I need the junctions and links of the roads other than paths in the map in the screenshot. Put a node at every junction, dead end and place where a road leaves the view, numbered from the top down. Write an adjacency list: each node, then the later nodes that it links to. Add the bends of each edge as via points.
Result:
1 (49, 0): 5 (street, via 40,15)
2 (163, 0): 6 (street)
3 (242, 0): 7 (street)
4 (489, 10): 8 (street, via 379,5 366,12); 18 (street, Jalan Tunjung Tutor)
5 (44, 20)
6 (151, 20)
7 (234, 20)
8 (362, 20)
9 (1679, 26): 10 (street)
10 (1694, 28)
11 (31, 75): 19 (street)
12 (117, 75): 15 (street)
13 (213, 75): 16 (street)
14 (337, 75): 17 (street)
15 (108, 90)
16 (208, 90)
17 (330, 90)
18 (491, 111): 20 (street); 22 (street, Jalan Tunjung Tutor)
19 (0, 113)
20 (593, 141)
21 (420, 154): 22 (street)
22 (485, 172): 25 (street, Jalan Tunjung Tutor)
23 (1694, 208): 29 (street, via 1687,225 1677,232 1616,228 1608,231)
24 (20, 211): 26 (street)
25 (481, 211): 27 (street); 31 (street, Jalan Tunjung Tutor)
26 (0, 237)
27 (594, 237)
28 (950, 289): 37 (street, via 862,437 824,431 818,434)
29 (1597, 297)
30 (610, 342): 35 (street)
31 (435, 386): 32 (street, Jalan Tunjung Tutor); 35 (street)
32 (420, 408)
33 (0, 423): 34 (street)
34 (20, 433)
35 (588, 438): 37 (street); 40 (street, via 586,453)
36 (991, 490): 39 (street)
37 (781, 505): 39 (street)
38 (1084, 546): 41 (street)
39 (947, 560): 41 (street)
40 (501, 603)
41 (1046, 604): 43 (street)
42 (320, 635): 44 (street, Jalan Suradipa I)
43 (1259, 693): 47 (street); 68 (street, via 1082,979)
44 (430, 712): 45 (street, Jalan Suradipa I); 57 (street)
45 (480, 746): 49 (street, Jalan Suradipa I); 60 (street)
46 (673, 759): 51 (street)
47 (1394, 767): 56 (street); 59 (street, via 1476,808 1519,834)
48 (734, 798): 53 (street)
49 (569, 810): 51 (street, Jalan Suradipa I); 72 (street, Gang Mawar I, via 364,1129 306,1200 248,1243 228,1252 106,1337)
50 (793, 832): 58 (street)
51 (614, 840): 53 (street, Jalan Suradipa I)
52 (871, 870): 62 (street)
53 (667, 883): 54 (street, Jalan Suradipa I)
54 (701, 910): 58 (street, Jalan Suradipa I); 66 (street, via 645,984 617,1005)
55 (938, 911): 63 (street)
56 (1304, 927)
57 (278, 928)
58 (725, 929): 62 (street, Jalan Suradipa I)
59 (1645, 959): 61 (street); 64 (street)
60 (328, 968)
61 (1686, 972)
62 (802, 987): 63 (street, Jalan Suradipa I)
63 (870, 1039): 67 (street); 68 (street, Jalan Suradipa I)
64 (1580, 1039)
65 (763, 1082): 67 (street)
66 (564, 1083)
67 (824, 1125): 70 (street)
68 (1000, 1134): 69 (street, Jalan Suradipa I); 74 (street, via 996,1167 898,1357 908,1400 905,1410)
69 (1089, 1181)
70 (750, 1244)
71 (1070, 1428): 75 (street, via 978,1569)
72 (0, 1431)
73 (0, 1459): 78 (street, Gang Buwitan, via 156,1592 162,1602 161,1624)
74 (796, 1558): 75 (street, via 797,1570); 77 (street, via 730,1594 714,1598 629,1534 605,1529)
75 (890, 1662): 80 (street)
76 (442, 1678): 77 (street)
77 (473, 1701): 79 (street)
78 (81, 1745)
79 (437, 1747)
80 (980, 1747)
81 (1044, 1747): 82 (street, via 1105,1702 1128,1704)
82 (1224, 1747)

═══

Exercise:
When a line of the data holds the string "Tutor", pick it out and copy it.

Response area:
4 (489, 10): 8 (street, via 379,5 366,12); 18 (street, Jalan Tunjung Tutor)
18 (491, 111): 20 (street); 22 (street, Jalan Tunjung Tutor)
22 (485, 172): 25 (street, Jalan Tunjung Tutor)
25 (481, 211): 27 (street); 31 (street, Jalan Tunjung Tutor)
31 (435, 386): 32 (street, Jalan Tunjung Tutor); 35 (street)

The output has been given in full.